AMD will achieve the same speeds as Intel.It's anyone's guess as to who will be faster to come out with the 10GHZ...
Isn't the latest trend showing AMD leading and coming out with each new cpu faster? (Except for the P4 1.7GHZ now that is...)
All I know is that there seems to be a lot more interest in P4s now that Intel is changing over to DDR-support from Rambus. Rambus is a dead place, that'll teach Intel for going against the entire memory market-or not...Seems to me they've made this mistake in the past as well.
April 27, 2001 3:43:01 PM

Okay, here's the thing. Sure, the P4 (Northwood, as the current incarnation of the P4 was DOA) might be able to scale up to 10GHz, but you have to remember, that current processing techniques don't allow for a die that small to be created. In order to do that, EUV has to be used, and while it was recently announced that the first prototype is built, it will be at least a few years before it is converted and used for fab plants. Yes, I understand that Moore's Law says this and Moore's Law says that, but you have to understand that it is really an average, and there will be times that it will go faster or slower than doubling every 18 months. In fact, Moore's Law probably would have been refuted if not for upstart AMD coming into the scene, providing much needed competition to Intel. Therefore, the P4 that hits 10GHz will most likely be as identical to the Northwood as a boy and a girl. Hey, they're the same species and can work together, but look, different parts! But seriously, it would, in my mind, be corporate suicide to try to stretch out a core for 5 years, like the Northwood would have to be in order to reach 10GHz. I mean, the P3 lasted, what, 2, maybe 3 years? To take the P4 out to 2006, when the makers of EUV expect the first 10GHz chip to be available, is kinda far-fetched. Plus, there might be some breakthrough in CPU logic by then that requires a reworking of CPU architecure.
The only reason why I can see Intel holding onto the P4 as long as that is that they wish to try to force people, mostly businesses, to build a machine that uses a dual mobo that has both a 32 and 64-bit processor. I mean, would you, as a consumer, really want to completely drop all your 32-bit apps, which work just fine, just so that you can run the one or two 64-bit app that you just got? I mean, it's another marketing move from Intel, if that is the case, and the P4 may have been designed specifically to run with a 64-bit processor no problem.
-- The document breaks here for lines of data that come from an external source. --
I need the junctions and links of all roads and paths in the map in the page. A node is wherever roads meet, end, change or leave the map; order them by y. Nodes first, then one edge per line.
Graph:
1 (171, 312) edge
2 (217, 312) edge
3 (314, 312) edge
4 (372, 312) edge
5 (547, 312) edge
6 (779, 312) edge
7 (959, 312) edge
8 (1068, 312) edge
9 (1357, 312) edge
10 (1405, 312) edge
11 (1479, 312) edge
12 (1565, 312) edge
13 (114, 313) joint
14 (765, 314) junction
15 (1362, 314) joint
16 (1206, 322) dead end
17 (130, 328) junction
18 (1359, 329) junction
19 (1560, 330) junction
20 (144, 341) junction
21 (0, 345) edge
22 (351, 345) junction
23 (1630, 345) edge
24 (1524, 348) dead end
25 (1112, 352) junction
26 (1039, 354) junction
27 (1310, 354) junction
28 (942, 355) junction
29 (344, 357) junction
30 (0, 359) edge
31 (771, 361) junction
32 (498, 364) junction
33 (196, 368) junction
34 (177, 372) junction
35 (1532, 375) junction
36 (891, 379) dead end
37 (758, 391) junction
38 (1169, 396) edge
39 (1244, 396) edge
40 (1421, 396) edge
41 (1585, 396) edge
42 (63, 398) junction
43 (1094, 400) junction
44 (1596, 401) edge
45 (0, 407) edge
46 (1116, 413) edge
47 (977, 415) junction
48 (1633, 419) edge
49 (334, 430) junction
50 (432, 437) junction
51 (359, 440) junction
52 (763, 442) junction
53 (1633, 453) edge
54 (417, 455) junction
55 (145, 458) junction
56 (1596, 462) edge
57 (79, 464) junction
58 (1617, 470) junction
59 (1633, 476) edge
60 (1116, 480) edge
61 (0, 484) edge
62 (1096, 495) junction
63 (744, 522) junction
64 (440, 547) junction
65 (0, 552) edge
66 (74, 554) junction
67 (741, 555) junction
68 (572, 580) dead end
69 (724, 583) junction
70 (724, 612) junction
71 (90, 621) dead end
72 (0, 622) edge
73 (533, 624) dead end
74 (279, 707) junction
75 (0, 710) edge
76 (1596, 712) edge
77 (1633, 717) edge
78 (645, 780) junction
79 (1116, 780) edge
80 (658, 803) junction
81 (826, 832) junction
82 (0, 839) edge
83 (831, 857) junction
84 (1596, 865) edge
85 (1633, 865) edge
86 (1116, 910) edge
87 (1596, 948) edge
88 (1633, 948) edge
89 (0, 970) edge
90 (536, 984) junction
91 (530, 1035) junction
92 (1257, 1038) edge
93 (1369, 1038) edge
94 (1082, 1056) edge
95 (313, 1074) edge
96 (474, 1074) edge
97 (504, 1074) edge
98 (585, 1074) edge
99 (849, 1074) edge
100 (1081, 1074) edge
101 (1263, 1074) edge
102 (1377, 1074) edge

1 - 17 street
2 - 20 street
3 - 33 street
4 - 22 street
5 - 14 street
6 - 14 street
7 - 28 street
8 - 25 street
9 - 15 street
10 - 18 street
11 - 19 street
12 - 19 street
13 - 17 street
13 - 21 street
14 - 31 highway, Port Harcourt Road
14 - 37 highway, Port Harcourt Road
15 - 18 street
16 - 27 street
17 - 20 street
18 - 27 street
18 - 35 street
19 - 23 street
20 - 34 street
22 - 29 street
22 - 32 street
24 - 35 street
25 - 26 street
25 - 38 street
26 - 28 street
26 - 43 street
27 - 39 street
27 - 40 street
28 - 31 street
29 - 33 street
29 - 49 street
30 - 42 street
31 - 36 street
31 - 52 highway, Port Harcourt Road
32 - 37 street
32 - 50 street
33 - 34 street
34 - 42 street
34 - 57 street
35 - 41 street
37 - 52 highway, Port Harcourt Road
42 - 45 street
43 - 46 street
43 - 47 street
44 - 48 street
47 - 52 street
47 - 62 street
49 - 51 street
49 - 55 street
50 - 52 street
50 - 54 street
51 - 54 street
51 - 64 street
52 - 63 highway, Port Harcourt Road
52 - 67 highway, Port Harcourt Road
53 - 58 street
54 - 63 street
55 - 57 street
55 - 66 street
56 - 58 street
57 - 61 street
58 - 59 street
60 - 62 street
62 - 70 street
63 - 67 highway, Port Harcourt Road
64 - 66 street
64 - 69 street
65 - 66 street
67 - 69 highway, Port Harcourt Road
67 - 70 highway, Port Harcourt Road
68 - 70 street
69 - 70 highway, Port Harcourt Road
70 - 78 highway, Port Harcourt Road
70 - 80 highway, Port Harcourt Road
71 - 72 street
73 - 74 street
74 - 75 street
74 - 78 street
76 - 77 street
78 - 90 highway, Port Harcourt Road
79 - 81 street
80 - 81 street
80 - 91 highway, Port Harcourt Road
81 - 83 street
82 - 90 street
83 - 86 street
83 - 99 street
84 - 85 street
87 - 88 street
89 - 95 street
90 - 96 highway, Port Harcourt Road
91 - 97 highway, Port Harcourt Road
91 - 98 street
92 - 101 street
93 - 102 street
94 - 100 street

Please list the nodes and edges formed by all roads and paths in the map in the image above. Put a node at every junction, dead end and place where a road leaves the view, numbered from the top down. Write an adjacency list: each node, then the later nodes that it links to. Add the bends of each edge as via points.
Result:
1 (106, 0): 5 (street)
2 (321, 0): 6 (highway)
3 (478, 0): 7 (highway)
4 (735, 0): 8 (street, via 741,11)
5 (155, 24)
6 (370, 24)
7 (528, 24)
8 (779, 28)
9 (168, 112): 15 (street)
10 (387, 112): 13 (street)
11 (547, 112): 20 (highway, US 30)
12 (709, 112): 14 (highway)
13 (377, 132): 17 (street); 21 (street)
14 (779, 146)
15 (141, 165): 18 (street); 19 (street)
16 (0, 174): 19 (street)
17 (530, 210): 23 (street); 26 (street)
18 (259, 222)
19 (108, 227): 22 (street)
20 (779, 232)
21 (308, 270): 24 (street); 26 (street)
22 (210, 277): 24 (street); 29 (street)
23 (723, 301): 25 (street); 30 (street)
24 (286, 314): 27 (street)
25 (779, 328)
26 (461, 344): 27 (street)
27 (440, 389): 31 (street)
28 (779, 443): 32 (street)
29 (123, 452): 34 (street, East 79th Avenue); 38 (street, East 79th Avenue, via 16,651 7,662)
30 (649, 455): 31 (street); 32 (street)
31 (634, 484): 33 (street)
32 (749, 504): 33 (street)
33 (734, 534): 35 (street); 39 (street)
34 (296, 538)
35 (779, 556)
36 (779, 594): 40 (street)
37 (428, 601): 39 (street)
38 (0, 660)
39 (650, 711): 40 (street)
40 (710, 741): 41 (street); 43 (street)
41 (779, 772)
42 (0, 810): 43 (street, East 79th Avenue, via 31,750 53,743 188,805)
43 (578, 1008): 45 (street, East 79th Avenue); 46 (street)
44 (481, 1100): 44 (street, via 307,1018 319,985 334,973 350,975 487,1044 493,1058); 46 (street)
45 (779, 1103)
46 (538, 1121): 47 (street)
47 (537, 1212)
Maybe that is why they ridicule AMD for making the Hammer, which has both 32 and 64-bit compatibility, they see it as a waste of money and a way to lose profit. So yeah, P4 may reach 10GHz, and that might be a plan, but it could be a conspiricy to squeeze a little more cash out of the consumers, or it just might be that they really expect the 32-bit apps to die off quickly after the first intro of 64-bit apps. But I really don't think that I would dump my 32-bit apps. I mean, I still use games and programs that were made to run with a Pentium 100... and I'm gonna run them on a 1.2 T-bird. Works for me, and I'm sure a lot of other people would not want to give up their old apps that they've grown to love and know.

Oh yeah, here's a link to EUV news:
<A HREF="http:// http://www.tomshardware.com/technews/technews-20010412.... " target="_new">http:// http://www.tomshardware.com/technews/technews-20010412.... </A>

-SammyBoy

Without Evil, there can be no Good. Therefore, without an Intel, there can be no AMD.
April 27, 2001 5:47:08 PM

We're not talking talking about the same P4 as is out right now. There will be core upgrades, etc. Not a very big deal if you ask me.

---------
I am the first and only one with a 16MB GeForce2 GTS graphics card! :smile:
April 27, 2001 6:02:10 PM

double speed in 18 months... true till now...

but how long? do you always pull the progress graph in a straight line? there has to saturation somewhere.
1.7GHz now
3.4GHz in about 18 months
again to 6.8GHz 18 months after that.
3 years we will reach ~7GHz
and in 4 and half years - 15 GHz
and in 6 years - 30 GHz
and in 9 years - 120 GHz

be realistic guys... silicon cannot work this fast
there are other alternatives like GaAs (Gallium Arsenide) that might go to that speed, but as current silicon tech stands i dont think it wil go much beyond 5~10 GHz, that too in such a short period.

there will be saturation and after some point Moore's Law will not hold true anymore

and we dont know just as yet where this point is...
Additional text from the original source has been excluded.